## Dataset extract
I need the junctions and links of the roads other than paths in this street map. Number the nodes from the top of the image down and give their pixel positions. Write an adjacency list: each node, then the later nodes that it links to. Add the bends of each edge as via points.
* * *
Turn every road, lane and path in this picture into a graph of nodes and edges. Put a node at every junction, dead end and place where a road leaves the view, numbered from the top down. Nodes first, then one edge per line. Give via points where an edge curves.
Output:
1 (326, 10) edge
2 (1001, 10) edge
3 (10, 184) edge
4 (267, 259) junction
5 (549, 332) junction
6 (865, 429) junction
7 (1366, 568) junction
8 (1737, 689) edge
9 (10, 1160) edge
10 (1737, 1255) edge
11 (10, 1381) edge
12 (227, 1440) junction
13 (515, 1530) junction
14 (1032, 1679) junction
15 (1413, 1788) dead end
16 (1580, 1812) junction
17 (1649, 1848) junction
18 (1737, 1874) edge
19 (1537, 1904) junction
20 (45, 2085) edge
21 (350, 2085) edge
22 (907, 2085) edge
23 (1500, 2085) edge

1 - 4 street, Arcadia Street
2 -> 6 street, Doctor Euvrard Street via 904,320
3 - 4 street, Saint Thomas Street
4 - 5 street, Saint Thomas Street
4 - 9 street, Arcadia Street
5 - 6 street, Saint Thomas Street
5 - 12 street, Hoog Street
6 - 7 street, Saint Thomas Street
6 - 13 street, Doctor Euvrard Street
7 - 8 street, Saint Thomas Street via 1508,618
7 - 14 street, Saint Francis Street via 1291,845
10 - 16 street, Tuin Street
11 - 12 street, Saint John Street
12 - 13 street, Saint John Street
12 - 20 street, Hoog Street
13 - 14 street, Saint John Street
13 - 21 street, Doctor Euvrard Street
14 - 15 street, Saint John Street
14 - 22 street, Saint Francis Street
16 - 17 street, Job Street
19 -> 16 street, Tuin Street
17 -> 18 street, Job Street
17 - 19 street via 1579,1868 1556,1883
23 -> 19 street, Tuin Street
==
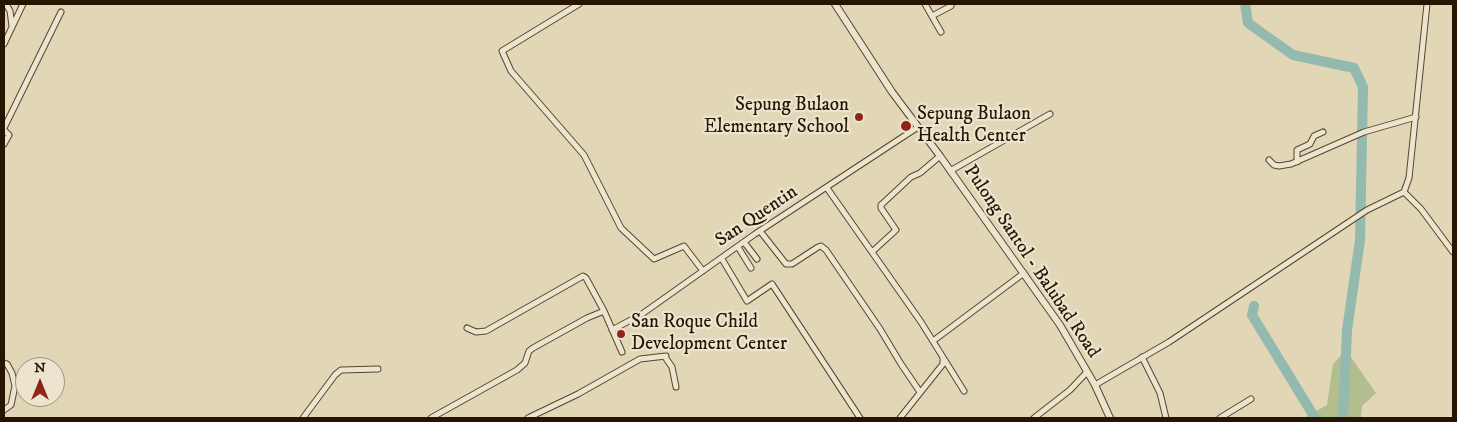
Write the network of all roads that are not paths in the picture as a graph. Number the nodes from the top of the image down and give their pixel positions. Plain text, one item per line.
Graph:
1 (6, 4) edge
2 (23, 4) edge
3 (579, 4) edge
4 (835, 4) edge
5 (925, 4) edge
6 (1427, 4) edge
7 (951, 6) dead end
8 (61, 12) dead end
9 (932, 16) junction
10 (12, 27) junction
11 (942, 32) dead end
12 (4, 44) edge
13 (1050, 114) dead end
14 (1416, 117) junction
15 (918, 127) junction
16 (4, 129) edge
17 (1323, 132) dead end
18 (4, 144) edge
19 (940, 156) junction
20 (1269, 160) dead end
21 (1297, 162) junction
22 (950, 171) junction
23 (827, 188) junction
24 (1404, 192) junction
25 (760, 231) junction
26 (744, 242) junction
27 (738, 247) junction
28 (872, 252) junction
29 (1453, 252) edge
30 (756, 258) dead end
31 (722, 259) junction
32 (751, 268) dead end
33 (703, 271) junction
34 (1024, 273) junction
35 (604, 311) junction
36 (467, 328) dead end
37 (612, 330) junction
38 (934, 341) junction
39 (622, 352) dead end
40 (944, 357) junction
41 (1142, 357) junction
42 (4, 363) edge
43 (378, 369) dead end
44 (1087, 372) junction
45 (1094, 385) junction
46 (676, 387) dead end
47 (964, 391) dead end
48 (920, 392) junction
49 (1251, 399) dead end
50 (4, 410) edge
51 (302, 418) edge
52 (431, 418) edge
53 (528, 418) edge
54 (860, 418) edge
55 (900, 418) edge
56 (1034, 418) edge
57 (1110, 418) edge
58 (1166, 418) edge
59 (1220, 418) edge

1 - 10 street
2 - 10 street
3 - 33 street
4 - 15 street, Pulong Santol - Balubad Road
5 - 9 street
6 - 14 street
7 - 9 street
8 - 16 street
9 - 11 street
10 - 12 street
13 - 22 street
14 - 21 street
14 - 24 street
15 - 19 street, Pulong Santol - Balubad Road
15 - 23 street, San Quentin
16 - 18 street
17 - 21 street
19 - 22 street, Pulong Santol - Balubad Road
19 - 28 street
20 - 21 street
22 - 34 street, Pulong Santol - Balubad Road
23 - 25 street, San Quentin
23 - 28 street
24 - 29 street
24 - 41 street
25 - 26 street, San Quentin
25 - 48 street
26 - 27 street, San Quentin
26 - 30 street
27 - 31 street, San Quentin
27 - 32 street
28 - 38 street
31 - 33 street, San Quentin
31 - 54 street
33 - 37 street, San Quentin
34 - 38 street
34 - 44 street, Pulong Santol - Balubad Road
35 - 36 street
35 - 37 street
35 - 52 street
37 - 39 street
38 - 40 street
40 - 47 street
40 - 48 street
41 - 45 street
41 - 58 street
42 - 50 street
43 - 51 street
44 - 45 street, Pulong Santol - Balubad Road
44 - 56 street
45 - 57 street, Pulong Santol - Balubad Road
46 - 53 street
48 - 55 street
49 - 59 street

## Assigned task
Every line of the data that includes the word "roads" should be copied.

## Expected output
I need the junctions and links of the roads other than paths in this street map. Number the nodes from the top of the image down and give their pixel positions. Write an adjacency list: each node, then the later nodes that it links to. Add the bends of each edge as via points.
Write the network of all roads that are not paths in the picture as a graph. Number the nodes from the top of the image down and give their pixel positions. Plain text, one item per line.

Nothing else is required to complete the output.